As expected for a DNA repair protein, alkyltransferase binds to DNA although the mechanism of binding is not well understood and two different models have been put forward (20,21). Both of these are based on the crystal structure for the Ada-C alkyltransferase from Escherichia coli (20,22). This structure was of the protein alone and did not contain a bound substrate. The cysteine acceptor site is not readily accessible in this structure suggesting that a change in the protein conformation upon binding DNA is necessary in order to permit access of the target O6-alkylguanine. Conformational changes in the protein as a result of binding to DNA have been detected by using CD and fluorescent anisotropy (2325). Alterations in DNA conformation after AGT binding consistent with local melting have been detected by near-UV CD spectral changes (26). Other studies of the repair of double-stranded oligodeoxyribonucleotides containing O6-methylguanine analogs suggested that the duplex has to open up in order for the reaction to take place (27). These results are consistent with a base flipping mechanism in which the O6-alkylguanine is flipped out of the DNA helix to permit the reaction to occur. Such base flipping is now well established for DNA repair enzymes and has been suggested for AGT (21,2831).
AGT binding to DNA with and without O6-methylguanine adducts has been detected by gel shift experiments, footprinting (32) and sedimentation analysis (33). In such experiments, when oligodeoxynucleotides containing O6-methylguanine are used, it is very hard to prevent the reaction of wild-type AGT with the substrate. Therefore, the C145A mutant AGT has been used as a surrogate (32). This mutant in which the normal methyl acceptor site is converted to an alanine has been shown to have no DNA repair activity in in vitro assays (34,35).
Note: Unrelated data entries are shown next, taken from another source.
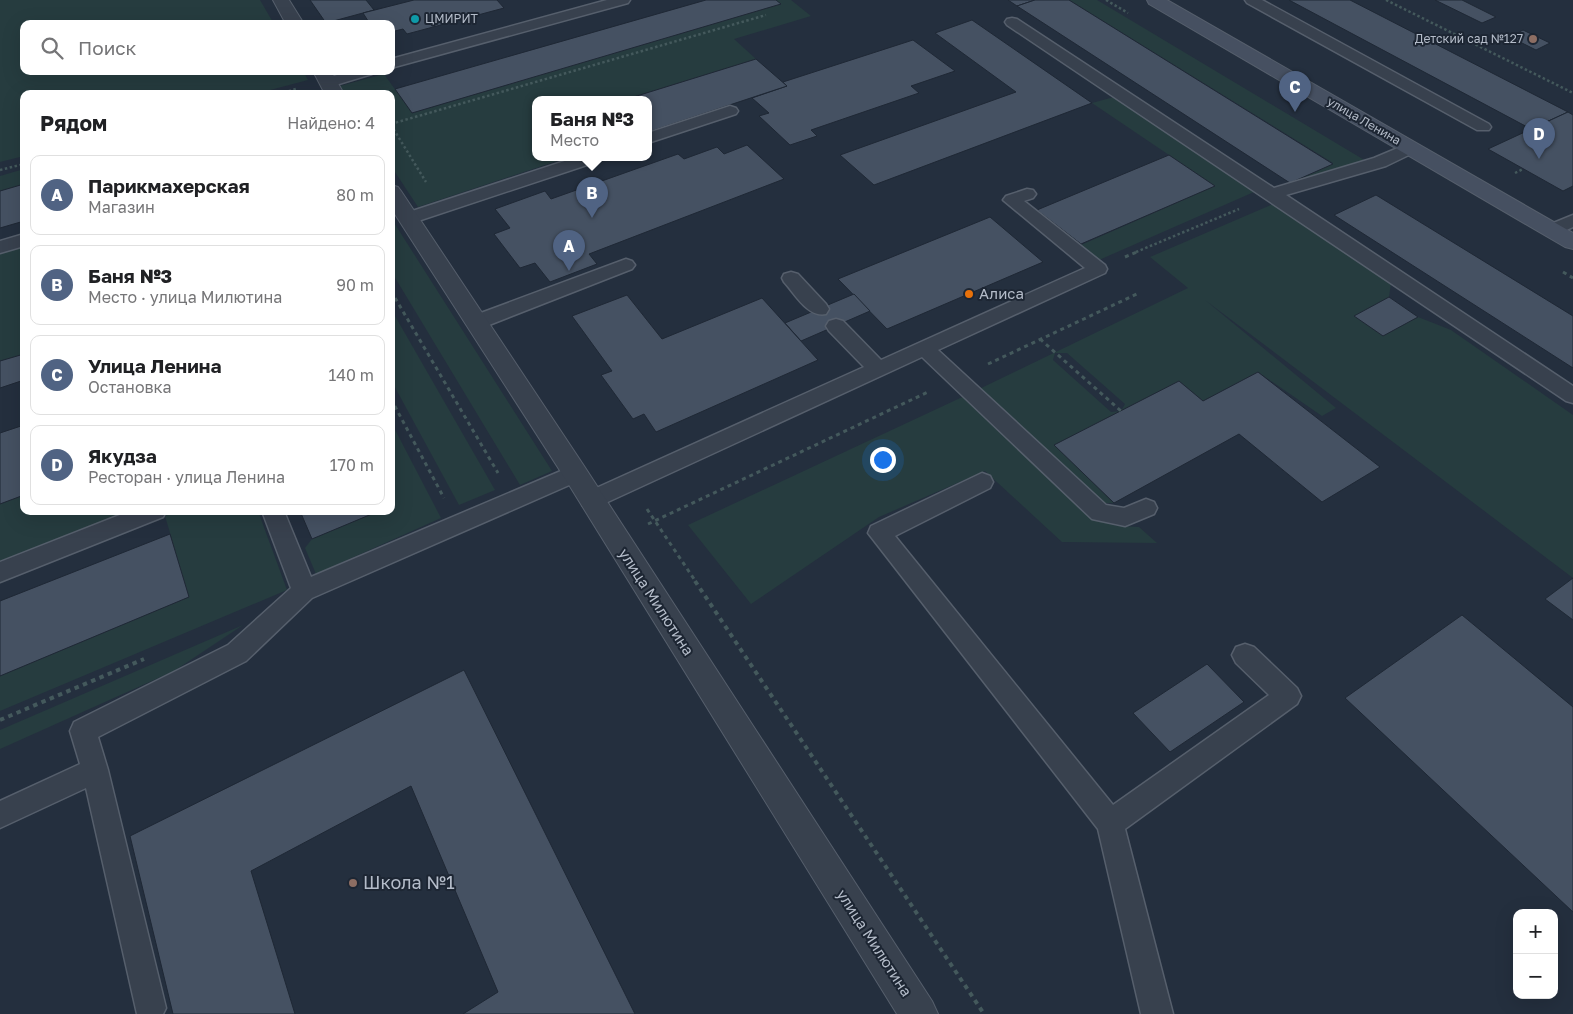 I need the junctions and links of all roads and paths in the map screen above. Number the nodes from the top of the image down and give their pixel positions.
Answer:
1 (281, 0) edge
2 (623, 0) edge
3 (1252, 0) edge
4 (1386, 0) edge
5 (1160, 1) edge
6 (766, 14) dead end
7 (293, 20) edge
8 (1012, 22) dead end
9 (395, 63) edge
10 (353, 75) edge
11 (329, 82) edge
12 (1573, 93) edge
13 (730, 111) dead end
14 (395, 124) edge
15 (1483, 127) dead end
16 (395, 131) edge
17 (652, 137) edge
18 (1411, 148) junction
19 (581, 161) edge
20 (20, 165) edge
21 (0, 170) edge
22 (427, 183) dead end
23 (1027, 194) dead end
24 (1272, 194) junction
25 (395, 197) edge
26 (409, 218) junction
27 (1573, 220) edge
28 (1552, 230) junction
29 (20, 241) edge
30 (1573, 242) edge
31 (0, 247) edge
32 (626, 264) dead end
33 (1098, 269) junction
34 (790, 278) dead end
35 (1139, 293) dead end
36 (395, 298) edge
37 (819, 309) dead end
38 (477, 322) junction
39 (836, 326) dead end
40 (1040, 339) junction
41 (924, 348) junction
42 (878, 369) junction
43 (956, 379) junction
44 (1573, 396) edge
45 (395, 407) edge
46 (1121, 411) dead end
47 (575, 473) junction
48 (631, 481) junction
49 (982, 482) dead end
50 (514, 499) junction
51 (591, 500) junction
52 (1146, 508) dead end
53 (144, 515) edge
54 (275, 515) edge
55 (654, 521) junction
56 (457, 523) junction
57 (615, 539) junction
58 (0, 572) edge
59 (304, 591) junction
60 (1244, 655) dead end
61 (95, 770) junction
62 (0, 815) edge
63 (1110, 823) junction
64 (150, 1008) dead end
65 (919, 1014) edge
66 (984, 1014) edge
67 (1157, 1014) edge

1 - 7 street
2 - 9 lane
3 - 15 lane
4 - 12 path
5 - 18 main road, улица Ленина
6 - 14 path
8 - 24 lane
10 - 11 lane
13 - 17 lane
16 - 22 path
18 - 24 lane
18 - 28 main road, улица Ленина
19 - 26 lane
20 - 21 path
23 - 33 lane
24 - 33 path
24 - 44 lane
25 - 26 street, улица Милютина
26 - 38 street, улица Милютина
27 - 28 lane
28 - 30 main road, улица Ленина
29 - 31 lane
32 - 38 lane
33 - 41 lane
34 - 37 lane
35 - 40 path
36 - 50 path
38 - 47 street, улица Милютина
39 - 42 lane
40 - 43 path
40 - 46 path
41 - 42 lane
41 - 43 lane
42 - 48 lane
43 - 52 lane
43 - 55 path
45 - 56 path
47 - 50 lane
47 - 51 street, улица Милютина
48 - 51 lane
48 - 55 path
49 - 63 lane
50 - 56 lane
51 - 57 street, улица Милютина
53 - 58 lane
54 - 59 lane
55 - 57 path
55 - 66 path
56 - 59 lane
57 - 65 street, улица Милютина
59 - 61 lane
60 - 63 lane
61 - 62 lane
61 - 64 lane
63 - 67 lane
In the course of studies on the ability of wild-type AGT and mutants to protect cells from the toxic effects of alkylating agents in which C145A AGT was used as a negative control, we have now observed that this C145A mutant AGT actually increases the toxic effects of MNNG. The present paper gives a detailed description of this phenomenon and discusses the underlying biochemical mechanism responsible for it.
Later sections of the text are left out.